# Online and Speedy Metals



## ddickey (Dec 21, 2017)

Check out these price differences between Online Metals and Speedy Metals.


----------



## dennys502 (Dec 21, 2017)

I use MIdwest Steel Supply online and pick it up myself. They have some pretty good prices and usually a sale with a percentage off for that day.
https://www.midweststeelsupply.com/store/steelflatbar


----------



## ddickey (Dec 21, 2017)

I've been there a few times. Seems to be a decent place.


----------



## Bob Korves (Dec 21, 2017)

I can't tell which is which, Duane.


----------



## dennys502 (Dec 21, 2017)

ddickey said:


> I've been there a few times. Seems to be a decent place.

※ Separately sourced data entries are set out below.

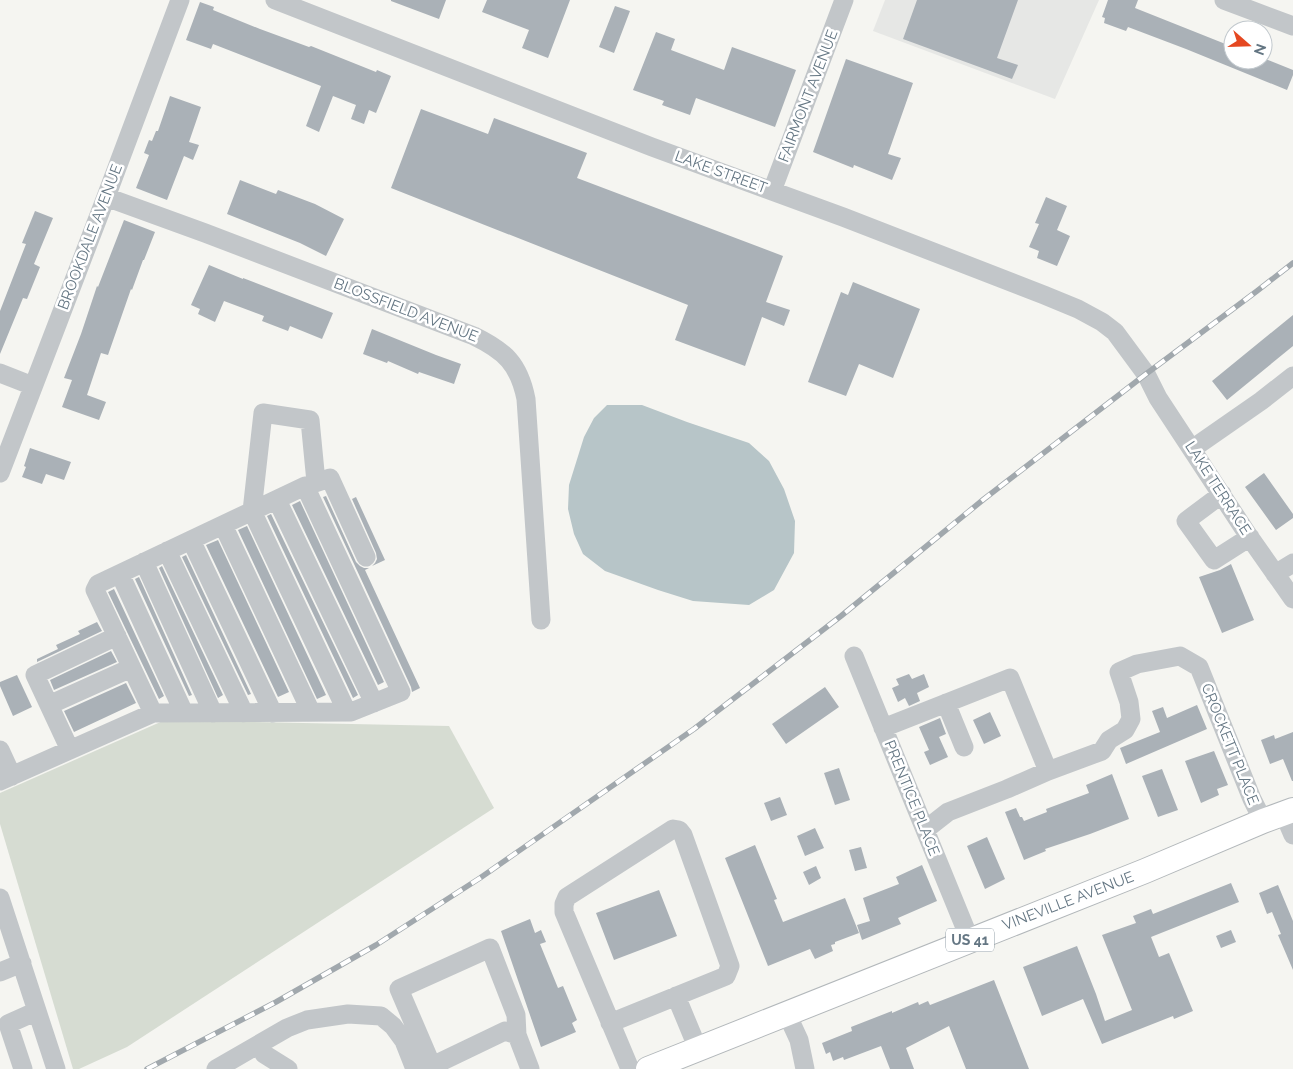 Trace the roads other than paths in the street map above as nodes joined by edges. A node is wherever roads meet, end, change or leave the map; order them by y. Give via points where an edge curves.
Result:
1 (180, 0) edge
2 (275, 0) edge
3 (844, 0) edge
4 (1224, 0) edge
5 (1293, 26) edge
6 (772, 191) junction
7 (106, 197) junction
8 (0, 372) edge
9 (1146, 374) joint
10 (1293, 376) edge
11 (33, 386) junction
12 (1192, 449) junction
13 (0, 473) edge
14 (310, 484) junction
15 (1222, 494) junction
16 (277, 500) junction
17 (252, 511) junction
18 (222, 525) junction
19 (1250, 537) junction
20 (191, 540) junction
21 (167, 551) junction
22 (366, 558) dead end
23 (144, 562) junction
24 (1293, 563) edge
25 (120, 574) junction
26 (1275, 574) junction
27 (1293, 599) edge
28 (541, 620) dead end
29 (116, 636) junction
30 (854, 656) dead end
31 (132, 668) junction
32 (374, 703) junction
33 (946, 704) junction
34 (49, 705) junction
35 (273, 712) junction
36 (311, 712) junction
37 (347, 712) junction
38 (152, 713) junction
39 (184, 713) junction
40 (213, 713) junction
41 (244, 713) junction
42 (883, 728) junction
43 (964, 747) dead end
44 (0, 750) edge
45 (70, 750) junction
46 (1048, 772) junction
47 (6, 778) edge
48 (1283, 820) edge
49 (925, 830) junction
50 (0, 898) edge
51 (970, 940) junction
52 (22, 963) junction
53 (0, 972) edge
54 (676, 996) junction
55 (37, 1011) junction
56 (787, 1014) junction
57 (610, 1023) junction
58 (4, 1027) edge
59 (517, 1035) junction
60 (259, 1045) junction
61 (698, 1049) junction
62 (240, 1063) edge
63 (427, 1068) edge
64 (23, 1069) edge
65 (56, 1069) edge
66 (216, 1069) edge
67 (288, 1069) edge
68 (530, 1069) edge
69 (630, 1069) edge
70 (648, 1069) edge
71 (805, 1069) edge

1 - 7 street, BROOKDALE AVENUE
2 - 6 street, LAKE STREET
3 - 6 street, FAIRMONT AVENUE
4 - 5 street
6 - 9 street, LAKE STREET via 1078,309 1115,332
7 - 11 street, BROOKDALE AVENUE
7 - 28 street, BLOSSFIELD AVENUE via 474,336 504,354 514,366 526,398
8 - 11 street
9 - 12 street, LAKE TERRACE
10 - 12 street
11 - 13 street, BROOKDALE AVENUE
12 - 15 street, LAKE TERRACE
14 - 16 street
14 - 17 street via 310,420 263,413
14 - 22 street via 330,478
14 - 32 street via 401,692
15 - 19 street, LAKE TERRACE
15 - 19 street via 1186,521 1214,560
16 - 17 street
16 - 32 street
17 - 18 street
17 - 37 street
18 - 20 street
18 - 36 street
19 - 26 street, LAKE TERRACE
20 - 21 street
20 - 35 street
21 - 23 street
21 - 41 street
23 - 25 street
23 - 40 street
24 - 26 street
25 - 29 street via 98,584 95,590
25 - 39 street
26 - 27 street, LAKE TERRACE
29 - 31 street
29 - 34 street via 35,675
30 - 42 street, PRENTICE PLACE
31 - 34 street
31 - 38 street
32 - 37 street
33 - 42 street
33 - 43 street
33 - 46 street via 1010,678
34 - 45 street
35 - 36 street
35 - 41 street
36 - 37 street
38 - 39 street
38 - 45 street
39 - 40 street
40 - 41 street
42 - 49 street, PRENTICE PLACE
44 - 47 street
45 - 47 street
46 - 48 street, CROCKETT PLACE via 1102,751 1109,740 1125,730 1131,719 1129,702 1118,672 1138,664 1180,656 1199,667 1252,799
46 - 49 street via 948,812
48 - 51 main road, VINEVILLE AVENUE / US 41
49 - 51 street, PRENTICE PLACE
50 - 52 street
51 - 56 main road, VINEVILLE AVENUE / US 41
52 - 53 street
52 - 55 street
54 - 57 street
54 - 57 street via 726,976 730,966 683,835 672,829 567,897 564,904 564,912
54 - 61 street
55 - 58 street
55 - 65 street
56 - 61 main road, VINEVILLE AVENUE / US 41
56 - 71 street via 799,1040
57 - 69 street
58 - 64 street
59 - 63 street via 505,1031
59 - 63 street via 516,1015 490,948 399,989
59 - 68 street
60 - 62 street
60 - 63 street via 307,1020 348,1014 381,1016
60 - 67 street via 264,1054
61 - 70 main road, VINEVILLE AVENUE / US 41
62 - 66 street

The only problem I've had is some 1/4" 304 flat bar that they substituted with slit material - other than that its been pretty good.


----------



## Groundhog (Dec 21, 2017)

I've used Speedy for some time. It is usually less expensive even with shipping than buying from the local machine shop. The only local steel supplier will only sell in mill lengths (20' or whatever) so for short pieces it is buy from the big machine shop or online.


----------



## ddickey (Dec 22, 2017)

The Speedy Metals is the one on top. Online Metals below. Three times more expensive for same materials.


----------



## bfk (Dec 22, 2017)

Interesting. I priced an order yesterday on both sites for about $85 worth of steel round and flat plus a little brass. Speedy was about $3 more, but their shipping was $5 less. I had a 20% off coupon at Online, so they got the order. Ordered yesterday afternoon, shipped today, delivery notice for tomorrow. 
Other times I've checked they've usually been comparable. 
Just checked my email to make sure I had the dates right and saw an email from Speedy offering 5% off.


----------



## richl (Dec 22, 2017)

Shipping always kills the deal for me, except for exotic materials and tubing which I cannot get locally. Priced a36 1" plate, 12x12 from each, speedy was cheaper by a bit over 1/2, but add 36.00 to ship plus 5.00 for the honor of ordering thru them (speedy metals). I'll get it myself locally for less than that. I feel for people that have to buy online.
I'very gotten some things off ebay, shipping is sometimes included.


----------



## Sleddog (Dec 22, 2017)

Checkout www.hobbymetalkits.com their website shows 6" & 12" lengths , but dropping them an email asking for longer pieces or items not listed is no problem. They're located in Wisconsin & offer reasonable flat rate shipping. 
I'm not affiliated, just a satisfied customer.


----------



## Asm109 (Dec 22, 2017)

Your point is valid overall but just want to point out that 1117 is NOT the same as 1144 Stressproof.  Ones low carbon the other medium with special heat treating to make it machine and have great properties.


----------



## ddickey (Dec 22, 2017)

Didn't notice that Asm109. Thanks for pointing that out. I just checked 1.5" x 12" 1144 at Speedy is $15.38.
So Online is more than 100% more expensive.
Didn't compare shipping though.
Edit: Shipping from SPeedy--$18.90. Online--$36.10
Perhaps due to the fact I live closer to Speedy?


----------



## chips&more (Dec 22, 2017)

Some people don’t like the shipping charges, including myself. But, when I think about the hassle, time and gas to drive around versus having it sent to my front door. It’s a no brainer. Also, Amazon sells raw metal materials…Dave


----------



## Robert LaLonde (Dec 22, 2017)

I recently placed a larger order from Alro.  4 - 1x6x144 4140HT flat bar and misc 4140QT rod. They smoked anybody else (including freight) except my local vendor, but the only piece they offered me was a master plate to big for me to work with.   Cut down to usable size it was more.  When I realized I needed a couple smaller pieces (larger bar1x8x10) for two of the parts of the job I priced around, and again Alro was the answer.  For the larger order they were a LOT cheaper per pound, but even for the smaller order they weren't bad.  

Some other resources:  

Admiral Steel:  
Knife size thickness bar lengths in a wide variety of tool steel.  Both carbon and stainless.  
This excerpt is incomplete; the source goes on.